--- About this task ---
Find and copy each line of the listing below that has the word "Paseo" in it.

--- Data section ---
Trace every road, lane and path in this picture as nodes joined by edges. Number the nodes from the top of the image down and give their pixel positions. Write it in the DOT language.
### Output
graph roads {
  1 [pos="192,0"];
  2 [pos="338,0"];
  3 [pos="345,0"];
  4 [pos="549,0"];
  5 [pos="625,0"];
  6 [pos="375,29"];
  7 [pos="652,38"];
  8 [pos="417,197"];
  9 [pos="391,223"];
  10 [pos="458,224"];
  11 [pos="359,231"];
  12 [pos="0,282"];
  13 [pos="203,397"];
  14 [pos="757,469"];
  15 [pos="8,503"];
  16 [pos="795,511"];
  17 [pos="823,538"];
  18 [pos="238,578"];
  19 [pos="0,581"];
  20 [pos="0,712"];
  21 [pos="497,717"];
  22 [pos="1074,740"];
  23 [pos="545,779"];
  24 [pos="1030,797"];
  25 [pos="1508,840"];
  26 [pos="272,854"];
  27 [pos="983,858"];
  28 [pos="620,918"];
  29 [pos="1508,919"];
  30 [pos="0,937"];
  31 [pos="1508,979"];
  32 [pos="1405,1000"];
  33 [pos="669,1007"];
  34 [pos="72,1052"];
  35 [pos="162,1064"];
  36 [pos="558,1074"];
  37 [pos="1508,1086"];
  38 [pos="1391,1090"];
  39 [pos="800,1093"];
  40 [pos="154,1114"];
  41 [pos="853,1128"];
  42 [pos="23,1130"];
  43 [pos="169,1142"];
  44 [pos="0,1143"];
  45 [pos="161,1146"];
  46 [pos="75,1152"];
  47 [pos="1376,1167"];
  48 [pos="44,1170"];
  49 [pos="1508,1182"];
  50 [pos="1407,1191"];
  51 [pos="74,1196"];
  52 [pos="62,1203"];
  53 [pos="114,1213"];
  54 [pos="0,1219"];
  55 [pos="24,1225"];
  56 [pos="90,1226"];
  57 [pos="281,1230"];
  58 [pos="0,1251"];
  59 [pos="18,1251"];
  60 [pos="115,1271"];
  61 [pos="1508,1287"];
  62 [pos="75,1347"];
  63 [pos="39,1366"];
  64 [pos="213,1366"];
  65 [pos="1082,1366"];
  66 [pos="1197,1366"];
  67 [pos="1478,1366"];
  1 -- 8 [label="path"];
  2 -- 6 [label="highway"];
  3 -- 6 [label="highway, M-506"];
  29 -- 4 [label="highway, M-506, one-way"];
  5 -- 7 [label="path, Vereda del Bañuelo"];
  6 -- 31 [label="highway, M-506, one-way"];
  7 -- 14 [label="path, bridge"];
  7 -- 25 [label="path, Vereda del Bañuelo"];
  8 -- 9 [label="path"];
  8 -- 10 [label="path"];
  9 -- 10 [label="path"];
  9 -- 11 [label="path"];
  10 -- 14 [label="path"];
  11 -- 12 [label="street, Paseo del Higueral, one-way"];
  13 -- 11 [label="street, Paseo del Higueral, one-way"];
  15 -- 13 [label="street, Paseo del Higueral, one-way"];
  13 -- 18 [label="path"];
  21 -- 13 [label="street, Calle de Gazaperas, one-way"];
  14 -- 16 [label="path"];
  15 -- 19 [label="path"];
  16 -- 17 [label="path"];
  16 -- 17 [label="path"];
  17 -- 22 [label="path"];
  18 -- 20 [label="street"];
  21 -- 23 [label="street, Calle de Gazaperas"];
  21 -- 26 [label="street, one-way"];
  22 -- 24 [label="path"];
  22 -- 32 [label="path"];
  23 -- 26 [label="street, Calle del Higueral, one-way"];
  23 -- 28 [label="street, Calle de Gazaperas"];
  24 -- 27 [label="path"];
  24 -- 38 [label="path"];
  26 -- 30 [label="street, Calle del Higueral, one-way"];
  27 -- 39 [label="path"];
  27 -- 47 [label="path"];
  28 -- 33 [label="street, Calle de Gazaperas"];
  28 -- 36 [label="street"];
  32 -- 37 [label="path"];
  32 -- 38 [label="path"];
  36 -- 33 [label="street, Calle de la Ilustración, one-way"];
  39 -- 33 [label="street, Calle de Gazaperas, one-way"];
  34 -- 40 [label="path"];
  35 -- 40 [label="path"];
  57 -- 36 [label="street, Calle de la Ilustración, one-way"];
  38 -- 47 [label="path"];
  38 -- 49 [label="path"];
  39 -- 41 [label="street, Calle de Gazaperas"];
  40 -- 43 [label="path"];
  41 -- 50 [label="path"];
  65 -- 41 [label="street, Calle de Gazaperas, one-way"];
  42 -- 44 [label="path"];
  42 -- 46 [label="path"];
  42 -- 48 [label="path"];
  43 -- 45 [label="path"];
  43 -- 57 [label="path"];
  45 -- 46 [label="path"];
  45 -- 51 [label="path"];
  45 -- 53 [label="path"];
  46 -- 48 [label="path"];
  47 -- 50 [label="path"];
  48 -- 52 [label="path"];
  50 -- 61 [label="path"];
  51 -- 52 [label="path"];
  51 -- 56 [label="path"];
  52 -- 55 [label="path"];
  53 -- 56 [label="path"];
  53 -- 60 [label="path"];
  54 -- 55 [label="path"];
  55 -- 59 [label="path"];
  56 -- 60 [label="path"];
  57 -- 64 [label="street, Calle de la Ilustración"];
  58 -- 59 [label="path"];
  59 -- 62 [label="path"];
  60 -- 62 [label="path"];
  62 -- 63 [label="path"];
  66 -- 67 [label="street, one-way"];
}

--- Your response ---
  11 -- 12 [label="street, Paseo del Higueral, one-way"];
  13 -- 11 [label="street, Paseo del Higueral, one-way"];
  15 -- 13 [label="street, Paseo del Higueral, one-way"];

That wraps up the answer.